Nasıl
fotoğraflanmayacağını, 1987’den ve 27 yaşımdan başlayarak, bolca gördüğüm
‘National Geographic’ dergisindeki, fotoğraflı Türkiye ve İstanbul
röportajlarından öğrendim.
Onların
tarzı, imajbank tarzı bile değil. Oryantalist bile değil. Doğrudan anlık,
güncel, aktuel, damardan duyguya girecek görüntüler. Basit, aptalca derecesinde
ilkel.
Zaman
içinde bu tonlamalar değiştiği için, kendini baştan inkar eden ve değilleyen
bir tarz bu.
Bunun
abartılısı da, bugün ünlülerin evlerindeki en samimi pozları dizileriyle kadın
ve magazin dergilerinde var.
Not:
Benim 1978 baharında Pendik’te gördüğüm, her yanı siyah, beyaz ve turuncu evin
iç mimarisi, bu tarzın başları herhalde.

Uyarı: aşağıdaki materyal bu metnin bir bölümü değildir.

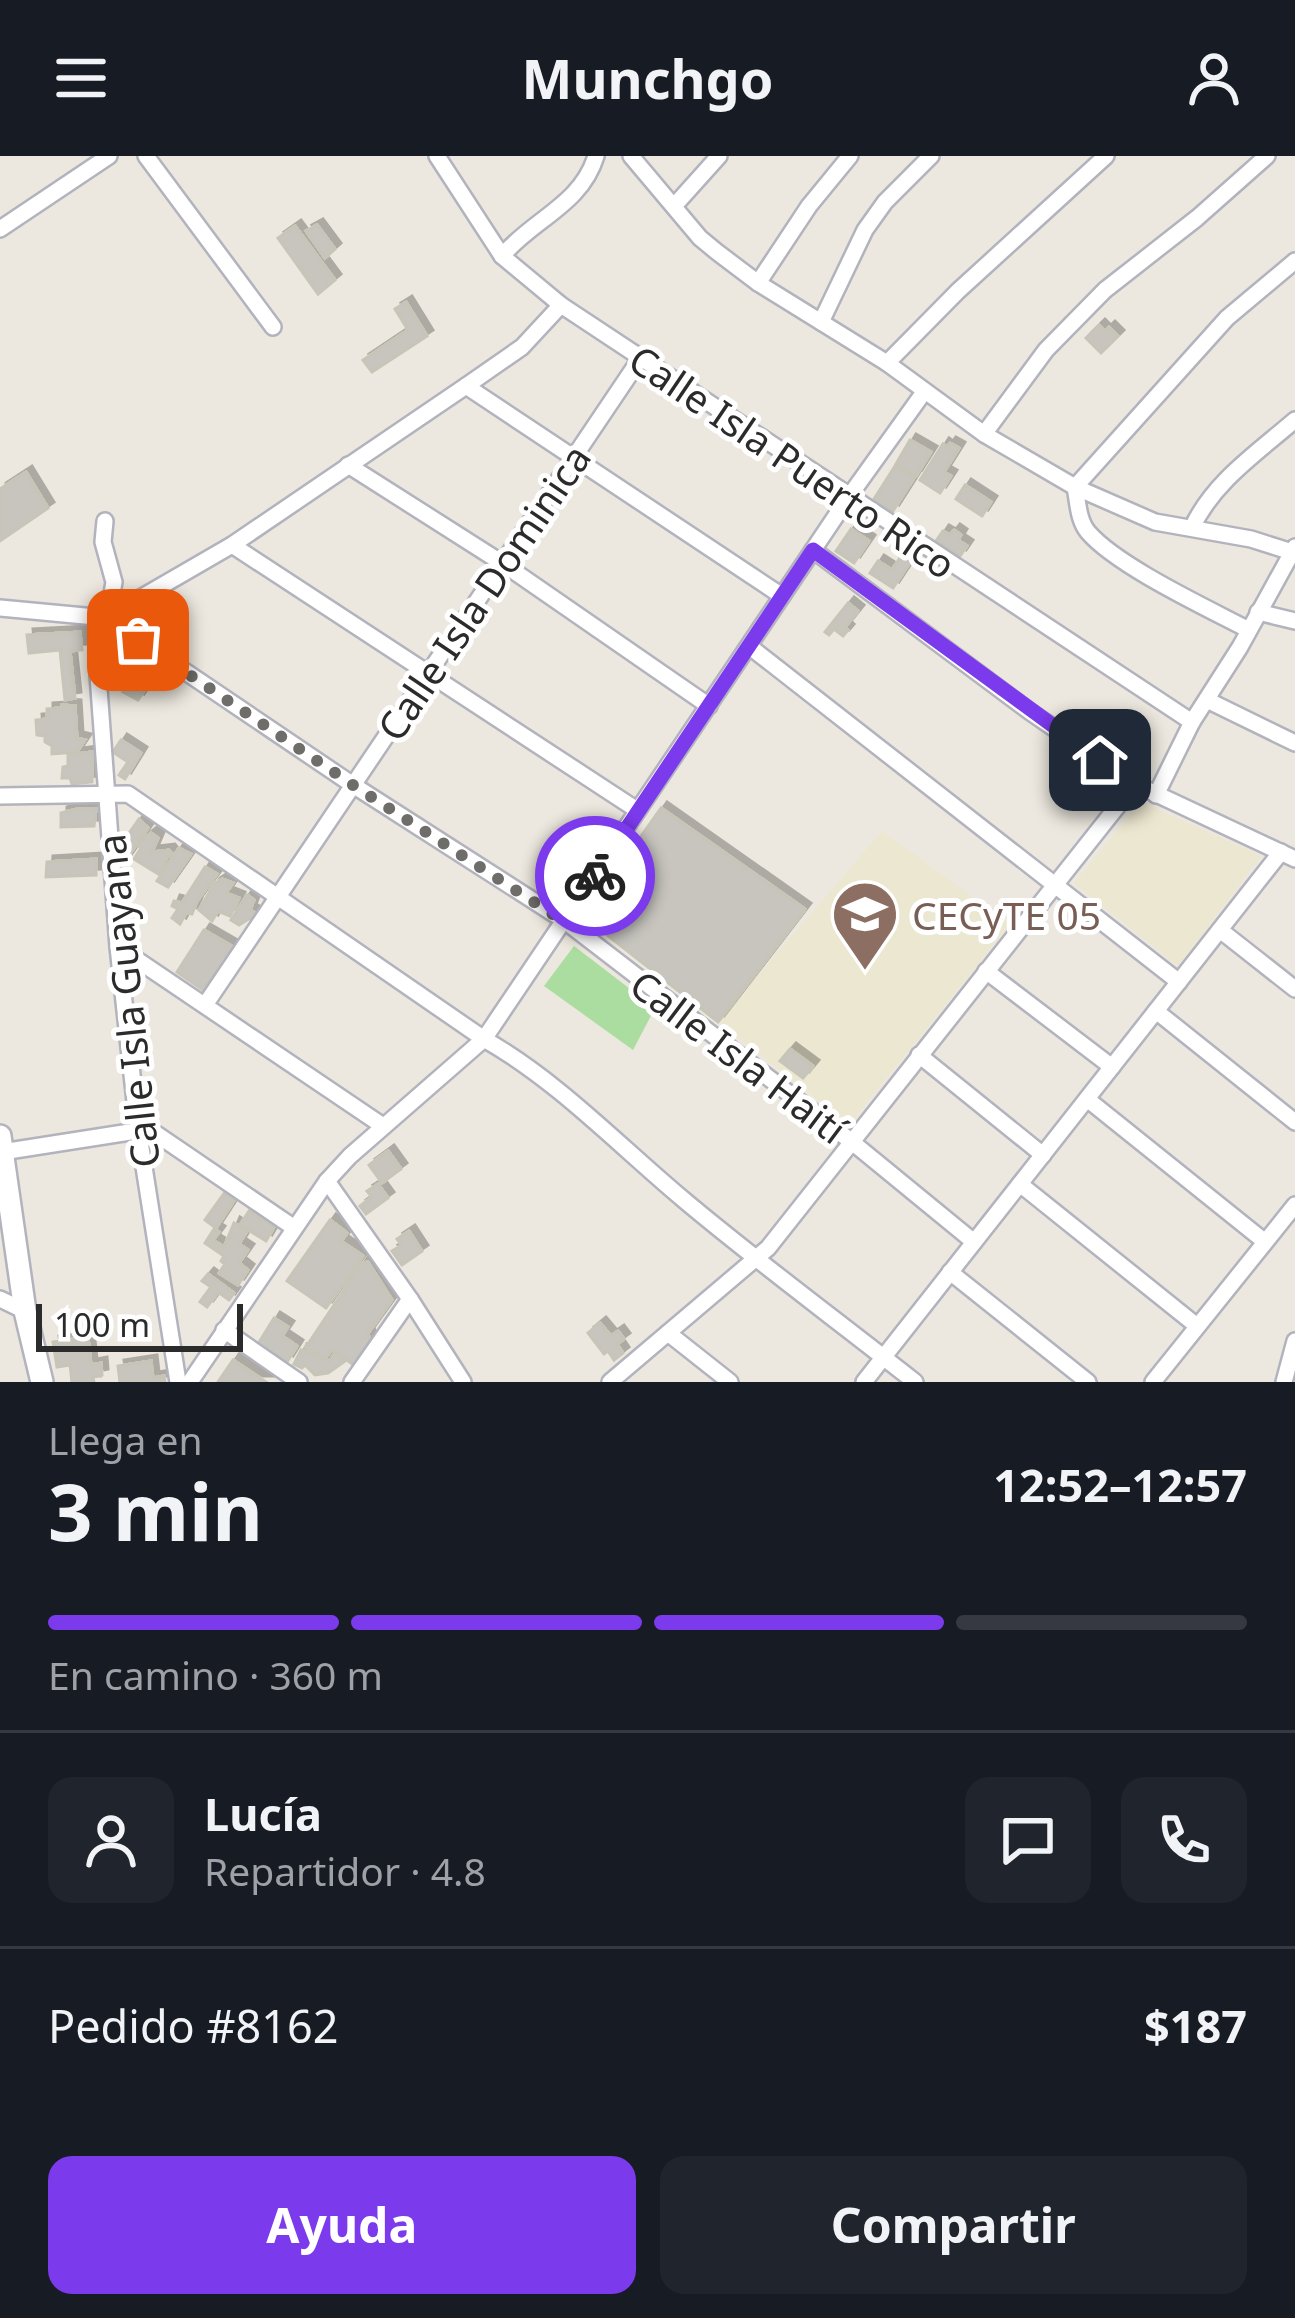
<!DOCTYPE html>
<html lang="es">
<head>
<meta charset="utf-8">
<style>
  body { margin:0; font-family:"Noto Sans",sans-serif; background:#20242c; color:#f1f3f6; height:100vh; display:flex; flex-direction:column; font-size:45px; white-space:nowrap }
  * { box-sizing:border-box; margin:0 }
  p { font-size:39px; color:#9ea1a6 }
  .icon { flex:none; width:66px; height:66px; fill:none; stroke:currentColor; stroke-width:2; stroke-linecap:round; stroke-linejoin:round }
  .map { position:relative; height:1226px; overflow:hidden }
  .panel { display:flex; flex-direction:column; background:#171b24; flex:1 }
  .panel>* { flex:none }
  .scale { position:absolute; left:36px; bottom:30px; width:207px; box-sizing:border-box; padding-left:12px; border:6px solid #2b2b2b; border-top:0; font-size:33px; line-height:42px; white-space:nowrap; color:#2b2b2b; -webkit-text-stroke:9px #fff; paint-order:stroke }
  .pin { position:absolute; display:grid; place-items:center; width:102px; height:102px; color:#fff; margin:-51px; border-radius:24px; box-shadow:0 6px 18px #0006 }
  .courier { position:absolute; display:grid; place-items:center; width:120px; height:120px; margin:-60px; border:9px solid #7c3aed; border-radius:50%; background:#fff; color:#222; box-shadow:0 3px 15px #0007 }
  .head em { font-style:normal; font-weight:700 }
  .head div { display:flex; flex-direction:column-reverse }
  .head { display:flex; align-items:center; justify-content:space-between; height:204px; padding:0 48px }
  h1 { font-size:78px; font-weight:700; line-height:90px }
  .bar { display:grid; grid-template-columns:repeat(4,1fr); gap:18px 12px; align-content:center; height:144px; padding:0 48px }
  .bar i { height:15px; border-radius:9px; background:#363941 }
  .bar .selected { background:#7c3aed }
  .bar p { grid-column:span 4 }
  .line { display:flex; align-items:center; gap:30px; padding:0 48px; border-top:3px solid #363941 }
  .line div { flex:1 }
  .round { display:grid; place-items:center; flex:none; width:126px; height:126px; border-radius:24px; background:#20242c }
  .action { display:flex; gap:24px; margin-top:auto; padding:24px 48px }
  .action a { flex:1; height:138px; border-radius:24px; background:#7c3aed; color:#fff; font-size:48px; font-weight:700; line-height:138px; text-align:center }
  .action a+a { background:#20242c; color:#f1f3f6 }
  header { display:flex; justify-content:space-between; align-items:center; height:156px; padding:0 48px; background:#171b24; font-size:54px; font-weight:700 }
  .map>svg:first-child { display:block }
</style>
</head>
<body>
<header><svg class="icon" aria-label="menu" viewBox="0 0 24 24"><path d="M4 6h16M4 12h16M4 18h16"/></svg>Munchgo<svg class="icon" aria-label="person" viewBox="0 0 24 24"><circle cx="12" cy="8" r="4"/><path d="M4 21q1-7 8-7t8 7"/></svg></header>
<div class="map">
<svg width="1295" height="1226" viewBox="0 0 1295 1226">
  <defs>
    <filter id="shadow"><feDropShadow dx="6" dy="-6" stdDeviation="0" flood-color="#0004"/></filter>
  </defs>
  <rect width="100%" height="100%" fill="#ece8df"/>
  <g fill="#ece7d0">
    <polygon points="1141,646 1261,700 1178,810 1074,727"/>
    <polygon points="882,675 1010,768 849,969 718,866"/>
  </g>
  <polygon fill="#abdda0" points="574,790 655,852 633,894 544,830"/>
  <g fill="#c7c5be" stroke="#c7c4b8" stroke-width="3" filter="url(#shadow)">
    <polygon points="317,69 335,93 325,102 306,75"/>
    <polygon points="295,70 335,124 318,138 278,82"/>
    <polygon points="406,146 427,180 372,216 363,204 408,174 395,153"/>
    <polygon points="1099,169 1105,175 1109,171 1118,180 1101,197 1086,182"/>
    <polygon points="910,284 931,296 916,320 896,308"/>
    <polygon points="950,287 959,292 944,316 951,320 940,337 920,324 943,288 947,291"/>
    <polygon points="895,310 914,322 893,355 874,343"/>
    <polygon points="26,316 48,352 0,385 0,333"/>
    <polygon points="965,329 991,346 982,360 956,343"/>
    <polygon points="851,373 869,385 854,407 836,395"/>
    <polygon points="954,374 961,379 958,384 967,390 960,400 936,385 943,375 950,379"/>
    <polygon points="905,394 914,400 893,432 870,417 878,405 892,414"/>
    <polygon points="848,447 858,455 845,471 848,474 843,480 834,473 829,479 825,476"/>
    <polygon points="80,476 82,494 70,495 75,542 65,544 60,494 29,497 27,479"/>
    <polygon points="141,510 155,518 138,544 123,536"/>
    <polygon points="62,549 75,550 77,582 85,584 77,596 52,598 52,590 45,586 45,580 37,579 36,564 47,563 47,553 61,552"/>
    <polygon points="121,584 141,597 125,623 119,619 128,606 113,596"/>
    <polygon points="92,596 92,626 72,628 70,622 62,622 63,611 68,610 68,599"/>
    <polygon points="661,652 805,753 718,866 584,761"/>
    <polygon points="77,653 96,653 94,670 61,671 61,657"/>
    <polygon points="139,663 148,672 127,702 125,683"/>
    <polygon points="151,677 158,682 152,696 169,694 173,699 167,701 160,719 134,703 141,692 137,688"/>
    <polygon points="179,692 191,698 168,731 157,725"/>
    <polygon points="96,703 96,719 46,721 47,706"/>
    <polygon points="205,711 217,718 197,745 192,758 186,757 180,768 172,762 178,753 172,750 174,745 182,747"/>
    <polygon points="222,723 233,727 226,737 239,742 230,760 218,755 212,765 199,754 214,728"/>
    <polygon points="247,739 254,744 250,754 257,758 239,769 231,764"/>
    <polygon points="204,774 235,792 203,834 177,816"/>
    <polygon points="790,893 813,910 803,922 780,905"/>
    <polygon points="388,995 401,1013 382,1027 369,1009"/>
    <polygon points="378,1028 388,1042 366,1058 360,1050 372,1041 367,1035"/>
    <polygon points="225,1036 235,1043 216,1072 205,1064"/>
    <polygon points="249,1055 274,1071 266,1085 240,1069"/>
    <polygon points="330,1064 347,1077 341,1085 363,1100 326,1152 287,1125"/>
    <polygon points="234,1067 247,1075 239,1088 248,1094 239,1107 248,1114 238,1129 219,1117 225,1108 221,1105 224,1100 205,1087 214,1073 219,1076 213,1084 224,1091"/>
    <polygon points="409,1075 422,1095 402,1109 392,1095 402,1089 397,1083"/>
    <polygon points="368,1106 392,1144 368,1177 371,1190 356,1211 332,1193 325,1203 306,1191 362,1107"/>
    <polygon points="208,1118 234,1137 229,1144 218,1136 207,1151 200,1146 211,1131 202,1125"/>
    <polygon points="274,1162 288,1171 282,1180 297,1190 287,1206 258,1188"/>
    <polygon points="600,1167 611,1180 618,1175 624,1183 617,1188 623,1197 614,1204 608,1195 604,1198 588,1177"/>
    <polygon points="88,1181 91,1209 101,1207 102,1219 93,1221 94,1226 72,1226 70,1209 57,1211 53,1186"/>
    <polygon points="301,1194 330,1205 335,1196 345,1205 328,1217 315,1219 305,1209 302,1212 294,1208"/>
    <polygon points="233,1204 266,1226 218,1226"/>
    <polygon points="151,1205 153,1222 164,1220 165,1226 120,1226 118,1210"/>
  </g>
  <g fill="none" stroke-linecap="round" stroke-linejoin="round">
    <g stroke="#b2b3bd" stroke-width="20">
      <g id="street">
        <polyline points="146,0 273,171"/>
        <polyline points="437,0 502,100 561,149 1192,566"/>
        <polyline points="631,0 700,82 717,96 758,127 887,207 984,278 1075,331 1155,366 1251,383 1292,396"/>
        <polyline points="675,49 719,0"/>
        <polyline points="0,73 109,0"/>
        <path d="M 502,100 C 533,63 581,49 596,0"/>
        <polyline points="758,127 809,50 850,0"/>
        <polyline points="821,166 865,74 885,46 931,0"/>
        <polyline points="887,207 958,135 1106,0"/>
        <polyline points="466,230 782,440"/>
        <polyline points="984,278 1046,194 1105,134 1197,62 1267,0"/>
        <polyline points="348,309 502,407 709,550"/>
        <polyline points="1075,331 1227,162 1295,105"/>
        <path d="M 1075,331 C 1078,346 1078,364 1088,376 C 1117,410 1207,452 1249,474"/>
        <polyline points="105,365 103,386 114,426 98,519 118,791 138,973 178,1226"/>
        <path d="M 1192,372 C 1213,326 1258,296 1295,264"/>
        <polyline points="232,389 637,654"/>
        <polyline points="813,394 1029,555 1135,628 1295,703"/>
        <polyline points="0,452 106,462 353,629 565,765 852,986 974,1086"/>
        <polyline points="1258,456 1295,465"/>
        <polyline points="106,462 232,389 466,230 522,191 561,149"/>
        <polyline points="749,490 1179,826"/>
        <polyline points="1207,544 1295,587"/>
        <polyline points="1156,639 1192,566 1240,491 1295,391"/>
        <path d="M 0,640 L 128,638 L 484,883 C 559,926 617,988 684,1044 C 759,1107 838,1165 915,1226"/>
        <polyline points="1220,774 1295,833"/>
        <polyline points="118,791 383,970"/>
        <polyline points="986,815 1112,911"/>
        <polyline points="205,849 640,203"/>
        <polyline points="1156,855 1295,966"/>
        <polyline points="919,899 1043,999"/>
        <polyline points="1087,943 1264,1085"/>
        <polyline points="2,996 149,973 293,1071"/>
        <polyline points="327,1025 410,1143 463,1226"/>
        <polyline points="1020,1028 1197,1170"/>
        <polyline points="950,1116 1088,1226"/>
        <polyline points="0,1143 25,1155"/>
        <polyline points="224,1174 299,1226"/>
        <polyline points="668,1177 730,1226"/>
        <polyline points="190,1226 327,1025 350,1000 484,883 848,342 924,236"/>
        <polyline points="352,1226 410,1143"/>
        <polyline points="610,1226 768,1092 1135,628"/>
        <polyline points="864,1226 1281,696"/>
        <polyline points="1153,1226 1295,1049"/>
        <polyline points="1284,1226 1295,1185"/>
      </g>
    </g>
    <g stroke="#b2b3bd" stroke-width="26">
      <polyline id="secondary" points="0,980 25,1155 42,1226"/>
    </g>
    <use href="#street" stroke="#fff" stroke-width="15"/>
    <use href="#secondary" stroke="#fff" stroke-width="21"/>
  </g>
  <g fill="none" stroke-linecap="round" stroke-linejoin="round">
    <polyline stroke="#6f6d6a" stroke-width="12" stroke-dasharray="0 21.6" points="138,484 353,629 565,766 595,720"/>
    <polyline stroke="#7c3aed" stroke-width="15" points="595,720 813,394 1100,604"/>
  </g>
  <defs>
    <g id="school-pin" transform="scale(3.45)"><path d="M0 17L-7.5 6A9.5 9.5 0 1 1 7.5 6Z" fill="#8d6e63" stroke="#fff"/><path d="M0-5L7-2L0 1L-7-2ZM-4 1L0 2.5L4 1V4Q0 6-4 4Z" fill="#fff"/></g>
  </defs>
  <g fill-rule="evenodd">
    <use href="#school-pin" x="865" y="758"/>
  </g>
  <g text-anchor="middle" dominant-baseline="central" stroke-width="10" stroke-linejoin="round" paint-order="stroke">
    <g font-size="39" fill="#2b2b2b" stroke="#fff">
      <text transform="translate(793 305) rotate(34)">Calle Isla Puerto Rico</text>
      <text transform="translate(483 436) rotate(-56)">Calle Isla Dominica</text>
      <text transform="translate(127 845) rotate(-96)">Calle Isla Guayana</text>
      <text transform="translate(739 900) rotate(37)">Calle Isla Haití</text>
    </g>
    <g font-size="39" fill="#785e54" stroke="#fff" text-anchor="start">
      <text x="912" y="758">CECyTE 05</text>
    </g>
  </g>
</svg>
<div class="scale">100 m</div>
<div class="pin" style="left:138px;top:484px;background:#ea580c"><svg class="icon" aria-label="bag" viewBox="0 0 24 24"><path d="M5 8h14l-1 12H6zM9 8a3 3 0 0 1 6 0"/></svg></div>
<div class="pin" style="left:1100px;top:604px;background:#1f2937"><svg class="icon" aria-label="home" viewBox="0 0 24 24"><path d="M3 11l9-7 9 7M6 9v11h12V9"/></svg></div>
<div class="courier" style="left:595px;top:720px"><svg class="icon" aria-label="bike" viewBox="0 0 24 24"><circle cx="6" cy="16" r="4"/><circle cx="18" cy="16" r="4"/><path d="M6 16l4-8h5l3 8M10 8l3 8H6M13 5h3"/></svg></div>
</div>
<section class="panel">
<div class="head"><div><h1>3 min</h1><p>Llega en</p></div><em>12:52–12:57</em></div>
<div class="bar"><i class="selected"></i><i class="selected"></i><i class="selected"></i><i></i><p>En camino · 360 m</p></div>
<div class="line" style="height:216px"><a class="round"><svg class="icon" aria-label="person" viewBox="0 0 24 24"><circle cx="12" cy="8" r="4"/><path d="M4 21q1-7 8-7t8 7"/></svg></a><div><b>Lucía</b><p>Repartidor · 4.8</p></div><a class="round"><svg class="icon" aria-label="chat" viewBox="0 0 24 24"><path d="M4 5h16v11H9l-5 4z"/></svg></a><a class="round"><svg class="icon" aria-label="phone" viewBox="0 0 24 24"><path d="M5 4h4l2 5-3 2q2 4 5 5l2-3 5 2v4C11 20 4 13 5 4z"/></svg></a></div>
<div class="line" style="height:156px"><div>Pedido #8162</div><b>$187</b></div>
<div class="action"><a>Ayuda</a><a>Compartir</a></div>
</section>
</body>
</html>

Çünkü, 1960’lara kadar inen dergi
okurluğum da, böylesi bir ilk dalgayı o yıllarda görüyorum.
Ek
olarak da, sinemadaki ‘technicolor’ tarzı bir fonsal-siyah ağırlıklılık da var
o ‘National Geographic’ fotoğraflarında.
Güzelin
değil ama doğrunun, öyle değil 10 yılda bir, yüzlerce yılda bir ancak
değişebileceğini, güya belgeselci ‘National Geographic’ çizgisi hiç öğrenemedi.
Bunun
yanısıra, Gültekin Çizgen’de simgeselleşen, 1977’de bile, biz amatörlerin yüzüne bakmayan fotoğraf
duayenlerinin turizm afişi çizgisi var. (O amatörler sayesinde, son 15
yıldır altın kesesi doldurmaları da ayrı bir geyik.) Onları, yanlış-İstanbul
değil, duayen-değil olarak değilledik.
Bu iki
sol ve sağ ayraca daralırsak, aslında çekecek çok az şey ve tarz kalıyor
geriye.
Ara
Güler gibi 2,5 milyon karede 2,5 kare yakalayamamaktansa, 2,5 bin karede 2,5-25
kare yakalamayı yeğleriz. Bu arada yüzlerce kareyi de çekmeyi boşveririz veya
ıskalarız.
Kendi
hesabıma, İstanbul 2017’yi 250-2.500 kare ile simgesellerim gibime geliyor. 4 x
25 = 100’e limit giden elde-var’lar
ile Kuburkent İstanbul simgesellemesi iyiden daha iyi gitti.
Ancak;
kuburkent varsa, çocukkent de var, ölümkent de var, kültürsüzleşenkent de var.Yani,
40 yıldır izlediğim ve kendimce önem açısından ilk 10-20 sıraya koyduğum
süreçler var. ‘Kuburkent 2014-2017’ oluşumu, lümpenleşme ve ümmileşme sürecinin bir parçası: Çok-çok
içine kakıldığım için, benim açımdan duygusalca önem kazandı ve öne çıktı. Artı,
öznel bakış açısıyla, ‘Bebek-kampüs BÜ – 1977-2017’, manyak güzel bir portfolyo
olurdu.
Yani,
fotoğraflayacağım ve fotoğraflamayacağım İstanbul örneklemeleri bunlar.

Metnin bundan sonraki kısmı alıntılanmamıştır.